He yawned again and stretched once more. And the birds continued to sing their songs as birds are wont to do. It was even a clear blue sky; the sun shining brightly. All-in-all, it was a beautiful day. A little bit nippy, perhaps. But still beautiful. For a third time Awesome yawned and stretched. Then he opened his eyes and blinked. Mornings didn't quite agree with him. And nor he with them. He forces himself up, though, each day. One only lives once, and Awesome was determined to make the most of what little time he has. A life not lived is not a life worth living, after all. And his life was more than just worth living. His life was the life by which all lives are judged to be worth living. True story. So up he got. Out of bed and onto his feet. He swayed a little. Head rush and all. Then regained his balance and looked around his room. He liked it; an absolute tip. An agent of chaos, he liked to describe himself. Oh, what a joker he was. And a slightly psychotic one at that.
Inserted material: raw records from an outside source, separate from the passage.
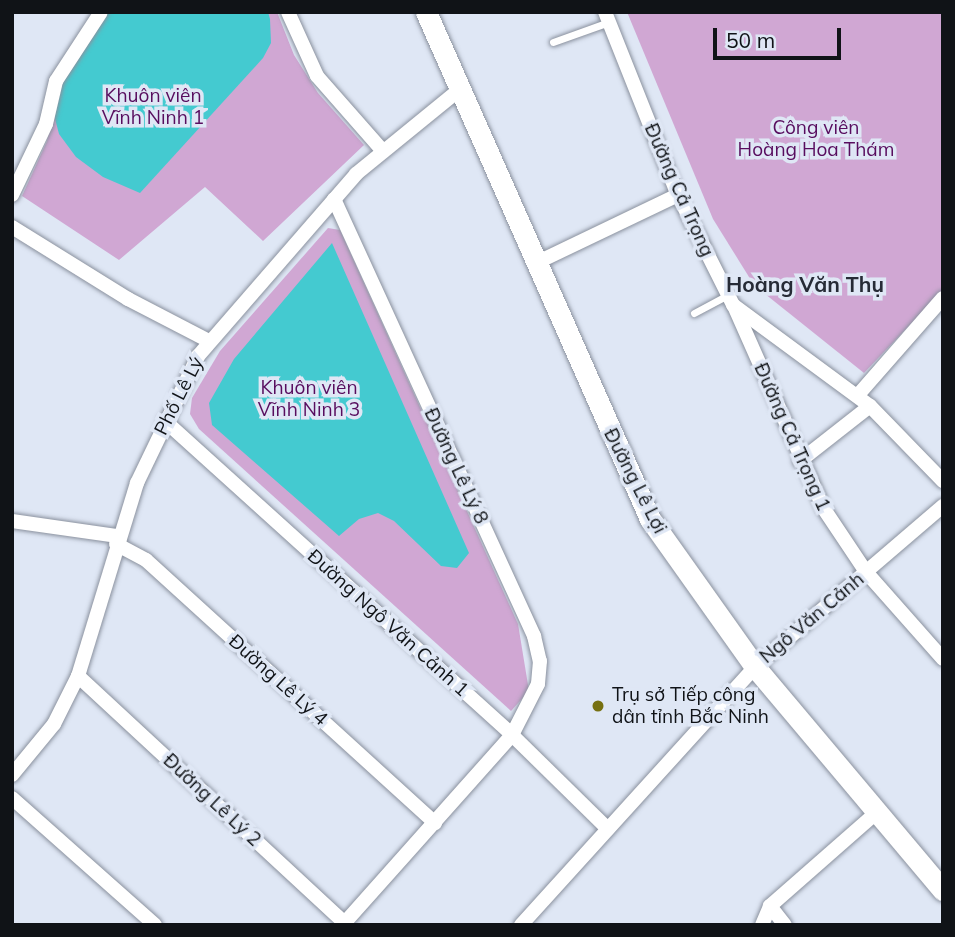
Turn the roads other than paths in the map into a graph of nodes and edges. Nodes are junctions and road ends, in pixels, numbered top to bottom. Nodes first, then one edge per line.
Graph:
1 (101, 12) edge
2 (288, 12) edge
3 (426, 12) edge
4 (607, 17) edge
5 (553, 43) dead end
6 (459, 90) junction
7 (382, 150) junction
8 (12, 195) edge
9 (678, 195) junction
10 (334, 199) junction
11 (12, 227) edge
12 (536, 263) junction
13 (943, 298) edge
14 (731, 300) junction
15 (694, 313) dead end
16 (209, 341) junction
17 (858, 396) junction
18 (870, 406) junction
19 (165, 421) junction
20 (800, 461) junction
21 (943, 481) edge
22 (943, 506) edge
23 (12, 521) edge
24 (117, 540) junction
25 (866, 572) junction
26 (943, 659) edge
27 (755, 667) junction
28 (78, 676) junction
29 (512, 735) junction
30 (12, 775) edge
31 (12, 798) edge
32 (877, 812) junction
33 (435, 823) junction
34 (608, 829) junction
35 (943, 890) edge
36 (770, 906) junction
37 (344, 924) edge
38 (155, 925) edge
39 (521, 925) edge
40 (762, 925) edge
41 (785, 925) edge

1 - 8 street
2 - 7 street
3 - 6 main road, Đường Lê Lợi
4 - 5 lane
4 - 9 street, Đường Cả Trọng
6 - 7 street, Phố Lê Lý
6 - 12 main road, Đường Lê Lợi
7 - 10 street, Phố Lê Lý
9 - 12 street
9 - 14 street, Đường Cả Trọng
10 - 16 street, Phố Lê Lý
10 - 29 street, Đường Lê Lý 8
11 - 16 street
12 - 27 main road, Đường Lê Lợi
13 - 17 street
14 - 15 lane
14 - 17 street, Đường Cả Trọng
14 - 20 street, Đường Cả Trọng 1
16 - 19 street, Phố Lê Lý
17 - 18 street, Đường Cả Trọng
18 - 20 street
18 - 21 street, Đường Cả Trọng
19 - 24 street, Phố Lê Lý
19 - 29 street, Đường Ngô Văn Cảnh 1
20 - 25 street, Đường Cả Trọng 1
22 - 25 street, Ngô Văn Cảnh
23 - 24 street
24 - 28 street, Phố Lê Lý
24 - 33 street, Đường Lê Lý 4
25 - 26 street, Đường Cả Trọng 1
25 - 27 street, Ngô Văn Cảnh
27 - 32 main road, Đường Lê Lợi
27 - 34 street, Ngô Văn Cảnh
28 - 30 street, Phố Lê Lý
28 - 37 street, Đường Lê Lý 2
29 - 33 street, Đường Lê Lý 8
29 - 34 street, Đường Ngô Văn Cảnh 1
31 - 38 street
32 - 35 main road, Đường Lê Lợi
32 - 36 street
33 - 37 street, Đường Lê Lý 8
34 - 39 street, Ngô Văn Cảnh
36 - 40 street
36 - 41 street

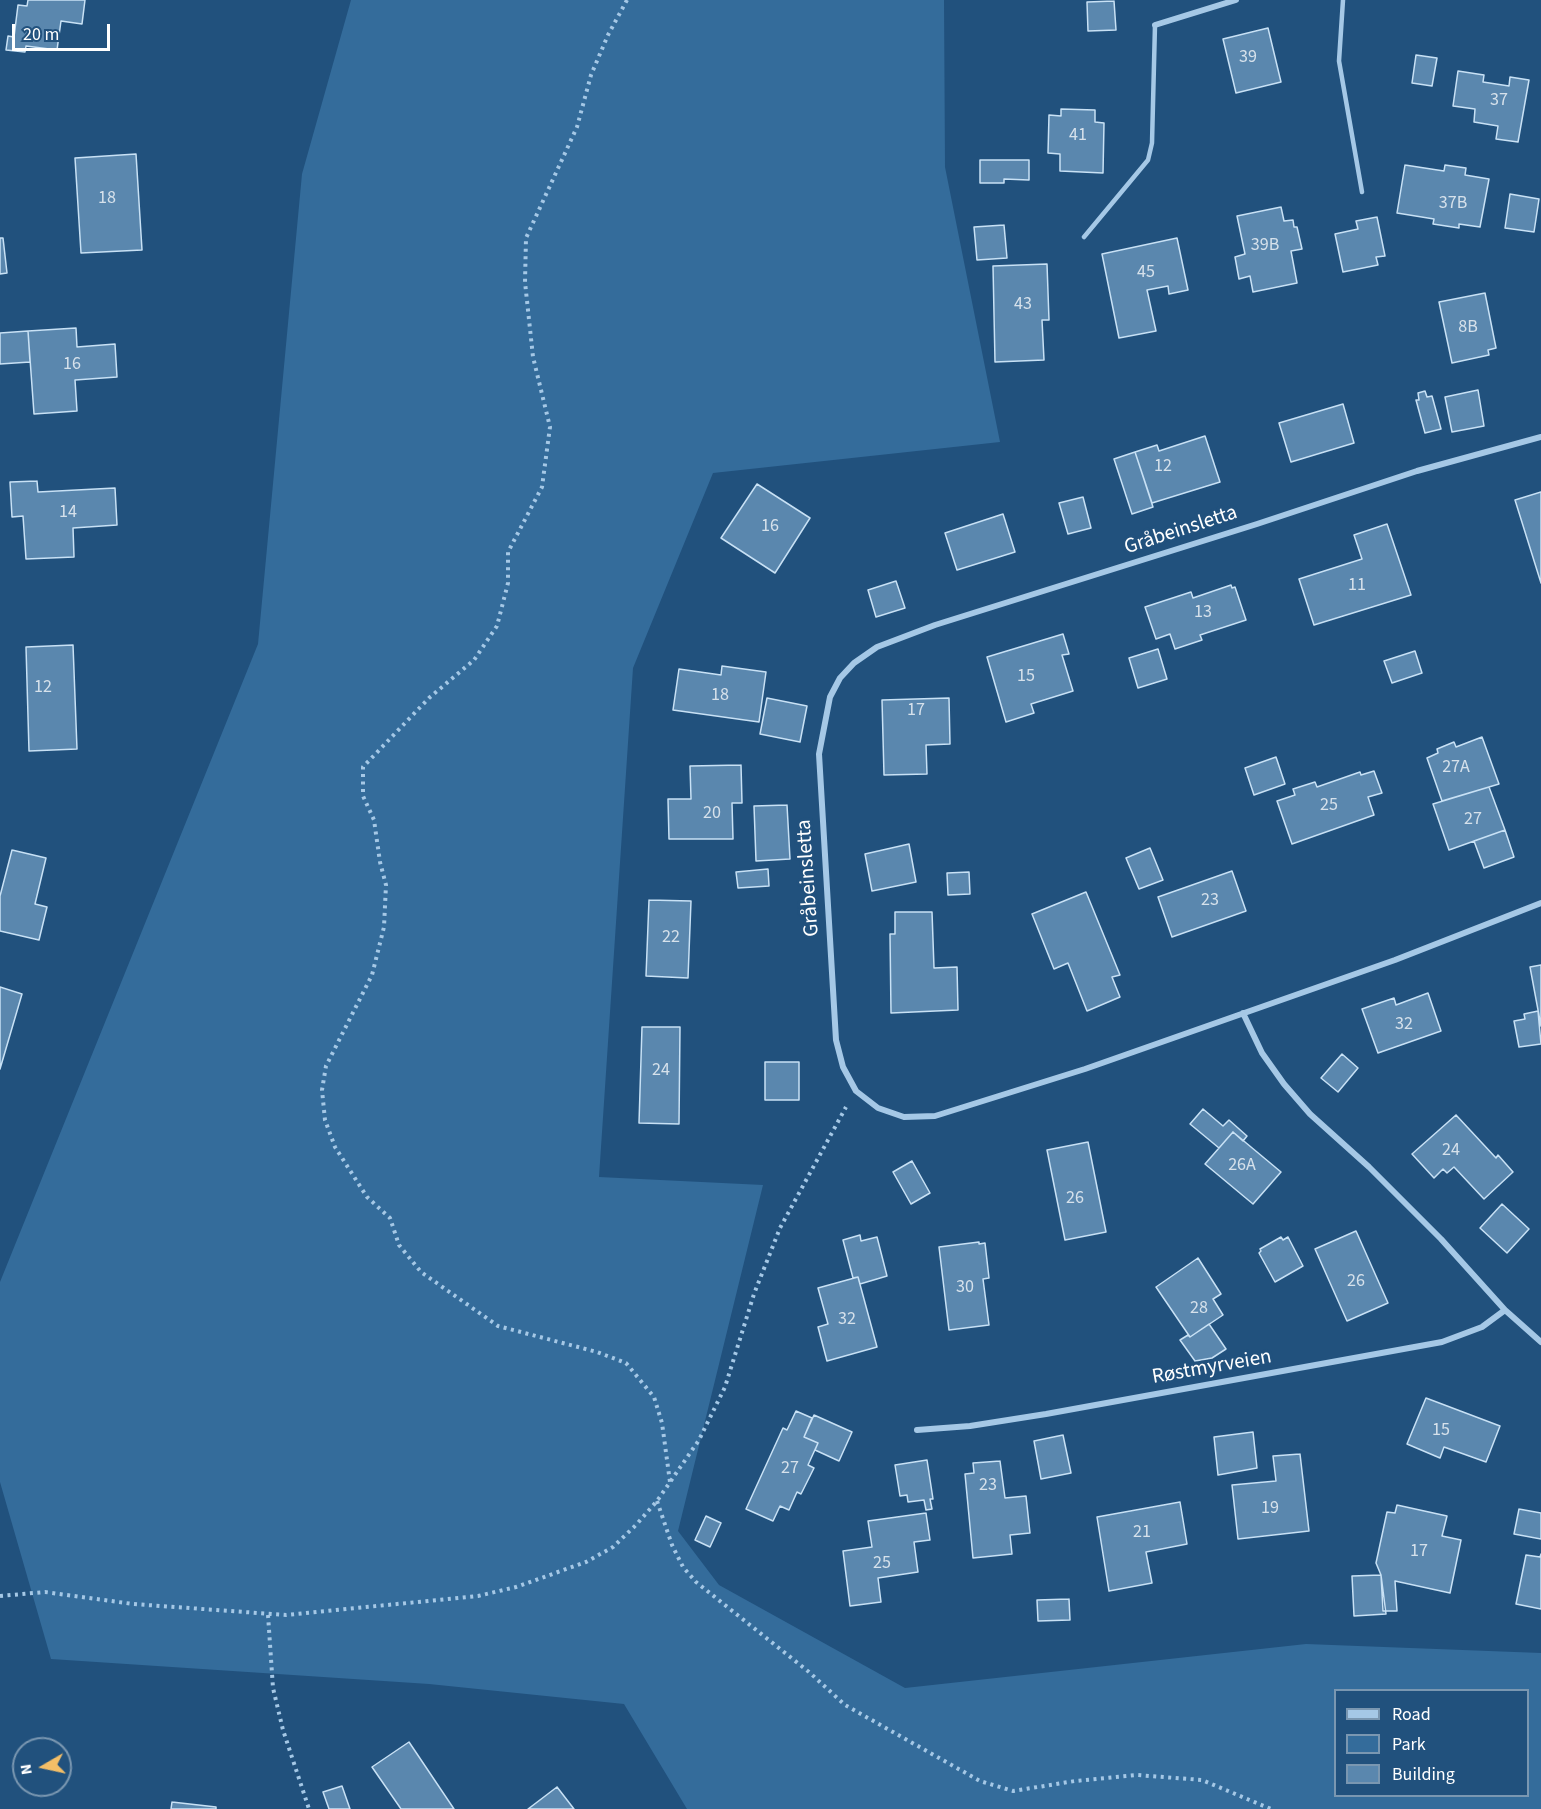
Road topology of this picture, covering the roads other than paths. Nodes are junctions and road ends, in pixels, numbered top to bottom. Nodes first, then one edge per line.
1 (1233, 0) edge
2 (1343, 0) edge
3 (1155, 24) joint
4 (1362, 192) dead end
5 (1084, 237) dead end
6 (1541, 437) edge
7 (1541, 903) edge
8 (1243, 1013) junction
9 (1505, 1310) junction
10 (1541, 1342) edge
11 (917, 1430) dead end

1 - 3 street
2 - 4 lane
3 - 5 lane
6 - 8 street, Gråbeinsletta
7 - 8 street, Gråbeinsletta
8 - 9 street
9 - 10 street
9 - 11 street, Røstmyrveien

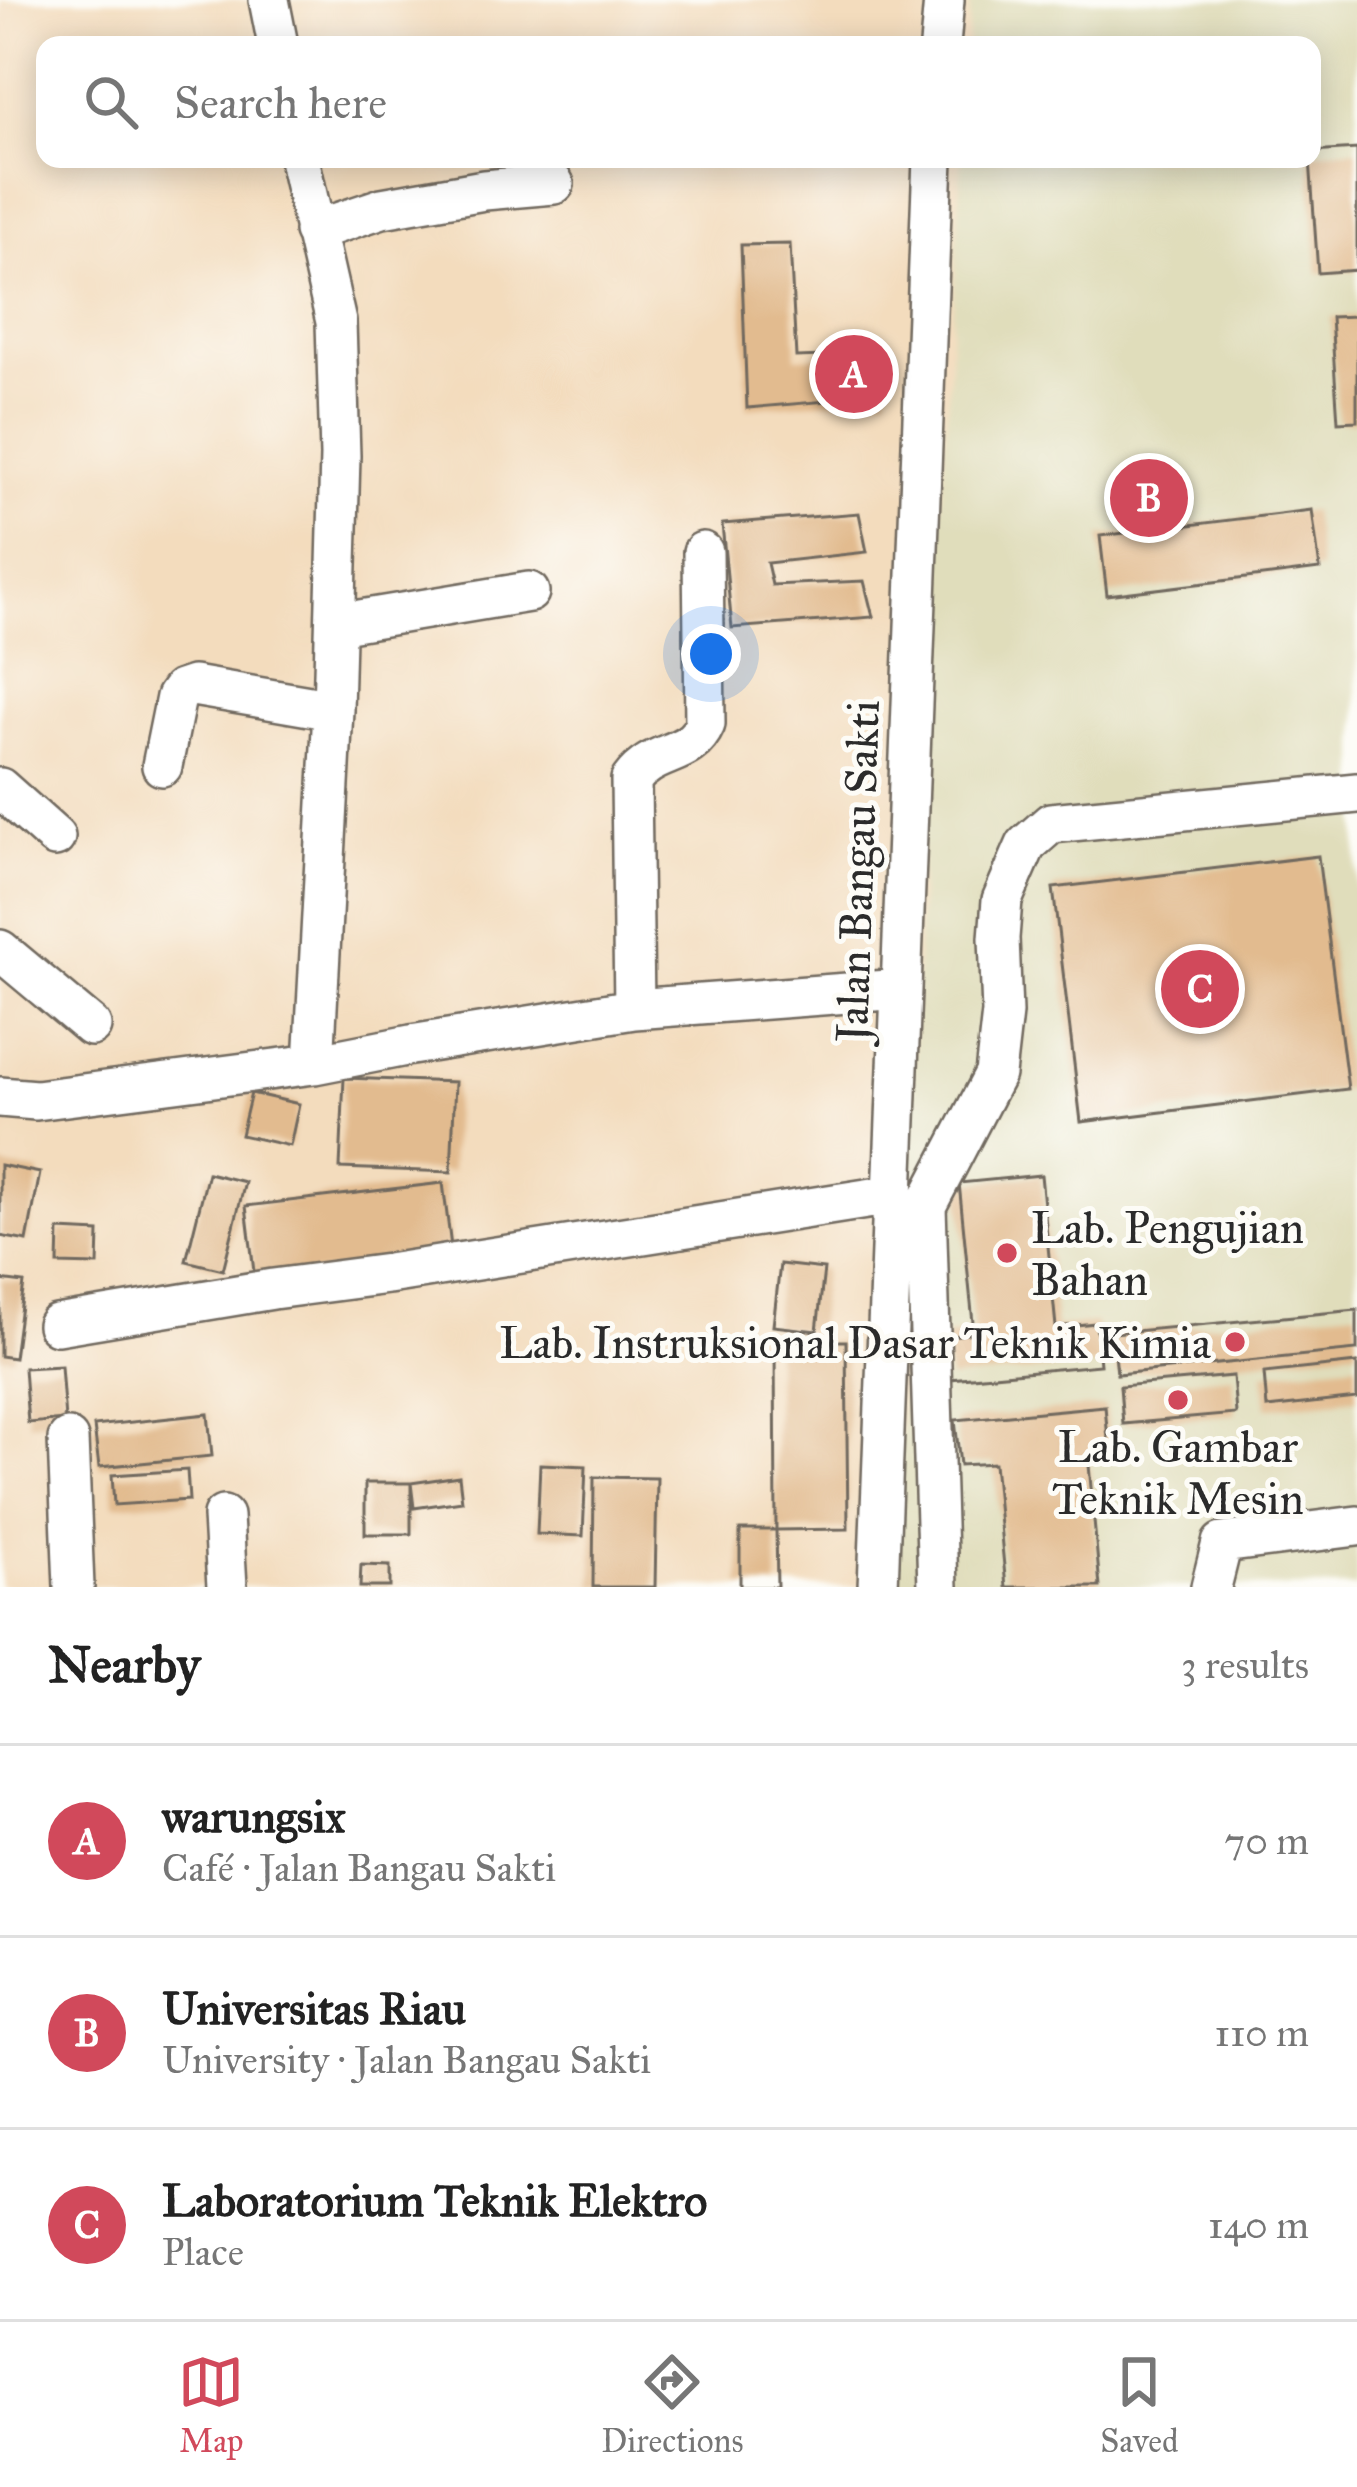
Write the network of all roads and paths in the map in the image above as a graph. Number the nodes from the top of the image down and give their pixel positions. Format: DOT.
graph roads {
  1 [pos="269,0"];
  2 [pos="944,0"];
  3 [pos="276,36"];
  4 [pos="941,36"];
  5 [pos="300,168"];
  6 [pos="933,168"];
  7 [pos="554,184"];
  8 [pos="314,231"];
  9 [pos="703,552"];
  10 [pos="529,592"];
  11 [pos="337,624"];
  12 [pos="333,710"];
  13 [pos="162,766"];
  14 [pos="0,788"];
  15 [pos="1357,793"];
  16 [pos="55,837"];
  17 [pos="0,950"];
  18 [pos="901,989"];
  19 [pos="634,1009"];
  20 [pos="91,1026"];
  21 [pos="314,1064"];
  22 [pos="0,1097"];
  23 [pos="892,1195"];
  24 [pos="57,1325"];
  25 [pos="68,1439"];
  26 [pos="223,1516"];
  27 [pos="1357,1526"];
  28 [pos="74,1587"];
  29 [pos="227,1587"];
  30 [pos="878,1587"];
  31 [pos="938,1587"];
  32 [pos="1211,1587"];
  1 -- 3 [label="street"];
  2 -- 4 [label="street"];
  5 -- 8 [label="street"];
  6 -- 18 [label="street, Jalan Bangau Sakti"];
  7 -- 8 [label="street"];
  8 -- 11 [label="street"];
  9 -- 19 [label="street"];
  10 -- 11 [label="street"];
  11 -- 12 [label="street"];
  12 -- 13 [label="street"];
  12 -- 21 [label="street"];
  14 -- 16 [label="street"];
  15 -- 31 [label="street"];
  17 -- 20 [label="street"];
  18 -- 19 [label="street"];
  18 -- 23 [label="street, Jalan Bangau Sakti"];
  19 -- 21 [label="street"];
  21 -- 22 [label="street"];
  23 -- 24 [label="street"];
  23 -- 30 [label="street, Jalan Bangau Sakti"];
  25 -- 28 [label="street"];
  26 -- 29 [label="street"];
  27 -- 32 [label="street"];
}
He made his way to the kitchen to make himself breakfast. Food. The most important thing in his life. He loved it. In fact, he'd even dreamt that he was a sausage roll. Just the once. Best dream ever. Another true story. Unfortunately, Awesome didn't have any sausage rolls in his kitchen. Just cereal. A standard, nondescript cereal. With milk, obviously. And so that is what he had. And it was good. He finished it off with a nice mug of strong coffee. Awesome really liked his coffee. He couldn't live with out it. Coffee was the foundation upon which his ability to function stood. Without coffee Awesome would not be able to do the awesome. And that would be a terrible thing. A very terrible thing, indeed. Thankfully, he had ensured that a ready supply of coffee was always available. It was rather quite clever of him. He'd made it a habit, you see; getting coffee. Every single day he would visit the same 7-11, and before robbing it for some of its cash (never all of it, for he didn't want it to run out of business and shut down; then he'd have nowhere from whence to steal), he'd buy a pot of coffee beans. After 27-plus times of this, it had become habitual. He needn't think of it any more. And he'd amassed a rather large collection. Even built it up into a pyramid-type construction. It was neat. Awesomely so.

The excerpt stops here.